Personal information
- Date of birth: 16 June 1919
- Place of birth: Pessac, France
- Date of death: 27 July 1997 (aged 78)
- Height: 1.86 m (6 ft 1 in)
- Position: Midfielder

Senior career*
- Years: Team / Apps / (Gls)
- 1942–1954: Bordeaux / 255 / (58)

International career
- 1948–1952: France / 3 / (1)

= René Persillon =

French footballer (1919–1997)

René Persillon (16 June 1919 - 27 July 1997) was a French footballer who played as a midfielder.
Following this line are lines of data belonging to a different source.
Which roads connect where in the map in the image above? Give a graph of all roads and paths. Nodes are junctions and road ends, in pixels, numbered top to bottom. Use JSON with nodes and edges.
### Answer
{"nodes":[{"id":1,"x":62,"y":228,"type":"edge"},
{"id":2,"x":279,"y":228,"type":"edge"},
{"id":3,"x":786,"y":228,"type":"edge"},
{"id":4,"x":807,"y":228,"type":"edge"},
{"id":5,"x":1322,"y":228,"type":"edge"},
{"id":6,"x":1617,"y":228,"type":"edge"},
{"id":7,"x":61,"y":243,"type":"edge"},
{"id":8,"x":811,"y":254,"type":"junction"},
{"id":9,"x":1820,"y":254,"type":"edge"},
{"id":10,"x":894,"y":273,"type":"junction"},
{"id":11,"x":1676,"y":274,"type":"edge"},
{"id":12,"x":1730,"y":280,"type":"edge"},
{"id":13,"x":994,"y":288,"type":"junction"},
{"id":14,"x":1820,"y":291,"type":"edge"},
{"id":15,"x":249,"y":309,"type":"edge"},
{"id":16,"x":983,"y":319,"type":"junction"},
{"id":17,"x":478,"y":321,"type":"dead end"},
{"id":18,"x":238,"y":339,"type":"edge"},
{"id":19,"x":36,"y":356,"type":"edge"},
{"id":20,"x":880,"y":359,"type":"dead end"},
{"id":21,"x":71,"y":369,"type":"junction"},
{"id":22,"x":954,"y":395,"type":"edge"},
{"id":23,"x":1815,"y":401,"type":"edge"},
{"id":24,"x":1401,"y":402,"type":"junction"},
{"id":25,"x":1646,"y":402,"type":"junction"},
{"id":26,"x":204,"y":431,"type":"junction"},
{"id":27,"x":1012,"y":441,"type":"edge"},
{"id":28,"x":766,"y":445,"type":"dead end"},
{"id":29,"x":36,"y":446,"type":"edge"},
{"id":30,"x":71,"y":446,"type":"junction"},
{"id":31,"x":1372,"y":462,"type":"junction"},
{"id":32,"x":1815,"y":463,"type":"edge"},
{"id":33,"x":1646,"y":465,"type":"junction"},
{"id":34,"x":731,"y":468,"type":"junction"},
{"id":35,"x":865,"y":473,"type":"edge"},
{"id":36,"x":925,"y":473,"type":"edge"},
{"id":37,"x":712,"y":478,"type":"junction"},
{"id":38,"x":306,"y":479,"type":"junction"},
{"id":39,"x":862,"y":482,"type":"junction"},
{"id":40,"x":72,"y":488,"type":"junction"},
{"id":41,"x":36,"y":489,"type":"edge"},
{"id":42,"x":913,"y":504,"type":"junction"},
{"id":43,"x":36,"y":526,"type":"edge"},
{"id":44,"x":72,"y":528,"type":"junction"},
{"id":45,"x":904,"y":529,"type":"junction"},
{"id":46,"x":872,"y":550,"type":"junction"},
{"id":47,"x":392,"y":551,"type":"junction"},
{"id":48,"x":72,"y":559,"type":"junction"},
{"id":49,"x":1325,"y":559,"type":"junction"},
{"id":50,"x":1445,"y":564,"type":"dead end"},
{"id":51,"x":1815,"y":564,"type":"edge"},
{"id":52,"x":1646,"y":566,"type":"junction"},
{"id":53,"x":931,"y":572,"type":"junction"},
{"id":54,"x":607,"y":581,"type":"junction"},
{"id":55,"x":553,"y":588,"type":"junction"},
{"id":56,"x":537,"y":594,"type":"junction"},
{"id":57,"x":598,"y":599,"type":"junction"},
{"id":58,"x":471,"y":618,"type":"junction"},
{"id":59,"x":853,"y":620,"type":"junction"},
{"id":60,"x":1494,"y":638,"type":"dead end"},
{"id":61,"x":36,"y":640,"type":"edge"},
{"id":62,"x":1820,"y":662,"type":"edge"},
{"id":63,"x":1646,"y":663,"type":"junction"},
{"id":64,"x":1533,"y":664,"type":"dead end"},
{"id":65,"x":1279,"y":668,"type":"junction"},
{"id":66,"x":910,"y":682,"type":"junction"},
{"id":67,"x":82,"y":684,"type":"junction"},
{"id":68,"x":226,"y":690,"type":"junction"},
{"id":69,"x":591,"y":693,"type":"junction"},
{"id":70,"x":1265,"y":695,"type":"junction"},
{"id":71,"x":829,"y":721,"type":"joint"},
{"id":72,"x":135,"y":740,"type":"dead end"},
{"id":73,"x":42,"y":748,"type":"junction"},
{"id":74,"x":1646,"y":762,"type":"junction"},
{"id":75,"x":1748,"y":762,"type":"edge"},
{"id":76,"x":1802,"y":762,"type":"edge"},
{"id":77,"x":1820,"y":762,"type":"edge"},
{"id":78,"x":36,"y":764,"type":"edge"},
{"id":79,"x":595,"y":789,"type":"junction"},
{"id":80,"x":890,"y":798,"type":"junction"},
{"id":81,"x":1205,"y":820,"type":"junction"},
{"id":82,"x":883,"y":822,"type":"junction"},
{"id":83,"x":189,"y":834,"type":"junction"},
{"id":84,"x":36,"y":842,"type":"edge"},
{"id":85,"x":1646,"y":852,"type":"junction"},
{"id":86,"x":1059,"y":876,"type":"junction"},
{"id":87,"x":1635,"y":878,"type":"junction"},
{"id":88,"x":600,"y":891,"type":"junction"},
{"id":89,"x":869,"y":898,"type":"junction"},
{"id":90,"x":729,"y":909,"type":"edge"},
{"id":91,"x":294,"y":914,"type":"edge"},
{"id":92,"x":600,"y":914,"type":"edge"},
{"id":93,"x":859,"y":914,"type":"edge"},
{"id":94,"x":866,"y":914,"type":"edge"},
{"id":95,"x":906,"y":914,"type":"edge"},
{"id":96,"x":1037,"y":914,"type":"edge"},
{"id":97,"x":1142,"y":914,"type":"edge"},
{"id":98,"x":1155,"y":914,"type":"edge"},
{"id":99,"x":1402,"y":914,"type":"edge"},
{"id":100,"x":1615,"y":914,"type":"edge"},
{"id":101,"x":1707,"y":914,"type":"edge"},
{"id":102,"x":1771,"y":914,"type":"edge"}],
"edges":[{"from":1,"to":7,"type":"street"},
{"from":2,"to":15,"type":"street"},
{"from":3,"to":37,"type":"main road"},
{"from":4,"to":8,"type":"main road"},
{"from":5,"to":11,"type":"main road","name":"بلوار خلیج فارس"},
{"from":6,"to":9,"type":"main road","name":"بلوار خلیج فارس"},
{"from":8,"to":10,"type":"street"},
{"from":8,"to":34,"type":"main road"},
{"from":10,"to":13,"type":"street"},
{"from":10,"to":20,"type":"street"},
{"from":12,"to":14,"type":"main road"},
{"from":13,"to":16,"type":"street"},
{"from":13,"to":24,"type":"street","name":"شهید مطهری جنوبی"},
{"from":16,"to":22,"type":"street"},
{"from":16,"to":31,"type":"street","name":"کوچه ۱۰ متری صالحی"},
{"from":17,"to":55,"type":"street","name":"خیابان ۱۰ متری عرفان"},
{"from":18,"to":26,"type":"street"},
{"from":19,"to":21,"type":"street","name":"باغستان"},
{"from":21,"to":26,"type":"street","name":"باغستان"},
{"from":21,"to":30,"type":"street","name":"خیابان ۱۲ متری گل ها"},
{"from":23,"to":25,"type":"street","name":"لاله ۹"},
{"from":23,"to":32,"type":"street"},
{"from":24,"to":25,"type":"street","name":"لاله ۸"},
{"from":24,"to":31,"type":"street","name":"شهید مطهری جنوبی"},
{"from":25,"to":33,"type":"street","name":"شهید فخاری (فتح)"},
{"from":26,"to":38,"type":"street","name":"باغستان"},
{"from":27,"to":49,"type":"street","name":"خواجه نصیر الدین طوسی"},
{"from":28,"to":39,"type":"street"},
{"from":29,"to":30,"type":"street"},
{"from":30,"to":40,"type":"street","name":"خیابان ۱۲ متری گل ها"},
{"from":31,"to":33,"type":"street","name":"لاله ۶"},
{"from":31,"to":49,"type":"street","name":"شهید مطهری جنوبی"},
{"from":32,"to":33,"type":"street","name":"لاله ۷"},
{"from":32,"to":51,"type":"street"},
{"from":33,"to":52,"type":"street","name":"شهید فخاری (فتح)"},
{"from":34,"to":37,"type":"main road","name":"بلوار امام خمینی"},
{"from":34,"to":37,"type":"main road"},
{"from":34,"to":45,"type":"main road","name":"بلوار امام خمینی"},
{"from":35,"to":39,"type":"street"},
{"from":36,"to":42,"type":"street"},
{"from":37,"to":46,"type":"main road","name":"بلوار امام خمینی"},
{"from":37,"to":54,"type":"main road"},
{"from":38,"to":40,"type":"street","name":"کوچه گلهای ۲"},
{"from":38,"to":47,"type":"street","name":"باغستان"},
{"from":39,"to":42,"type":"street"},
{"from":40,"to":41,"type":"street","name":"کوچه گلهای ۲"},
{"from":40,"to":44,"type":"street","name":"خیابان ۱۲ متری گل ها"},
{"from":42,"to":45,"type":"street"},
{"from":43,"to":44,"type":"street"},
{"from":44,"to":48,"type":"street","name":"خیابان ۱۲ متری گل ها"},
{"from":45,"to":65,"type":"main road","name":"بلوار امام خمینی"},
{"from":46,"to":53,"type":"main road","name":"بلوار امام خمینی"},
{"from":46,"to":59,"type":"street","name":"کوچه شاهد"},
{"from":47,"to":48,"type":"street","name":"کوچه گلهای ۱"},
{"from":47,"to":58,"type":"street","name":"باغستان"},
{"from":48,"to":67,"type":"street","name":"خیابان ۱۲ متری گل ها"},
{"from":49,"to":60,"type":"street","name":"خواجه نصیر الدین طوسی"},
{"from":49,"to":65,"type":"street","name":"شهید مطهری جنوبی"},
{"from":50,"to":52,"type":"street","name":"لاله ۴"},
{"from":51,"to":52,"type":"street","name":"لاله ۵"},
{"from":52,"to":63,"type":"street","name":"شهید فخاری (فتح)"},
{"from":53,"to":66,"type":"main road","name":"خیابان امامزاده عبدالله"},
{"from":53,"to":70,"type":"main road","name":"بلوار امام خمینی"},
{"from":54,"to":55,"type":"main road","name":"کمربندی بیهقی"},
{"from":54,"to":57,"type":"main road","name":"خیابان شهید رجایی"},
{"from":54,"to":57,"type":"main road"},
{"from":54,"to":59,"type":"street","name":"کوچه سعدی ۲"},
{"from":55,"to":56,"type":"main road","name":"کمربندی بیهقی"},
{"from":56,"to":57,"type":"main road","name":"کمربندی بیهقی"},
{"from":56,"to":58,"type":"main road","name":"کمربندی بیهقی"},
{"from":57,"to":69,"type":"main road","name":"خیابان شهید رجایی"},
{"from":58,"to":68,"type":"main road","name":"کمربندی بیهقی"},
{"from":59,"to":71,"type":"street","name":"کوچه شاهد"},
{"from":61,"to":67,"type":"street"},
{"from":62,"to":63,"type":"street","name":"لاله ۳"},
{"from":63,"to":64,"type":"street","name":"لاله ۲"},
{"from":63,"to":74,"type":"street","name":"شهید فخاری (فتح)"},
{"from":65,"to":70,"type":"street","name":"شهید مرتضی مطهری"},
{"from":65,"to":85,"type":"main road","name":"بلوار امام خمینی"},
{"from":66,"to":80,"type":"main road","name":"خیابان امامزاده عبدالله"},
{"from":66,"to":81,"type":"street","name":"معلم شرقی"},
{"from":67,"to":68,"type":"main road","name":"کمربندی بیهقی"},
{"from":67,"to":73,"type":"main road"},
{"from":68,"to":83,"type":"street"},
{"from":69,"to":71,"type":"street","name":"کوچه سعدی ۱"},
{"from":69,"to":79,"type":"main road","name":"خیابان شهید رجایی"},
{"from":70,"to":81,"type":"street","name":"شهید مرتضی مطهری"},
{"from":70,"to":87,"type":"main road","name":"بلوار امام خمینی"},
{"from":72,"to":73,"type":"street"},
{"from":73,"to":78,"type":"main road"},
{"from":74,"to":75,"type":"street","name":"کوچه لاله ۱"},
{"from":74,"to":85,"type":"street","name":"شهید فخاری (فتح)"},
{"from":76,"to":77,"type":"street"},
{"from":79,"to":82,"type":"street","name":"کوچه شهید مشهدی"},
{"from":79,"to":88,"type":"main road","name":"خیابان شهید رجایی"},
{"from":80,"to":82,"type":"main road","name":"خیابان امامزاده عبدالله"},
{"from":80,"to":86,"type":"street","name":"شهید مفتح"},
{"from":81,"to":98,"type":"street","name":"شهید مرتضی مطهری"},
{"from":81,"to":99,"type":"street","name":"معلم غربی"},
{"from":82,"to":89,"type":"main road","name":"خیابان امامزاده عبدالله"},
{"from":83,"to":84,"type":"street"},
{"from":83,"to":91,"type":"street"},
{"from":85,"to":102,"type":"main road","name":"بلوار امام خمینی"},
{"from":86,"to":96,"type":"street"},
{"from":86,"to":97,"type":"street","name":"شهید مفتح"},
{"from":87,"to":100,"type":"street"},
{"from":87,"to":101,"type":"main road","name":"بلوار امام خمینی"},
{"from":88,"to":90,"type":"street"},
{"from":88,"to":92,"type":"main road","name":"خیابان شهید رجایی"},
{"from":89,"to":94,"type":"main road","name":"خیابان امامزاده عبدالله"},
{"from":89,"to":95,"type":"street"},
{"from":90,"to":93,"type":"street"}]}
He competed at the 1948 Summer Olympics and the 1952 Summer Olympics.

==Club career==
Persillon only played for one club in his senior career, Bordeaux, from 1942 to 1954. He was French champion in the 1949–50 season, which was Bordeaux's first league title.

==International career==
Persillon was selected in the France Olympic team's squad for the 1948 Summer Olympics, and played two matches against India and Great Britain, as France were eliminated in the Quarterfinals.
He scored the second goal in the game against India.

He was also part of France's squad for the 1952 Summer Olympics and played France only game in the competition, a 2–1 defeat against Poland national football team.

He was only player to be part of France squads for both the 1948 and the 1952 Olympic Games.

He never had a cap with France senior team.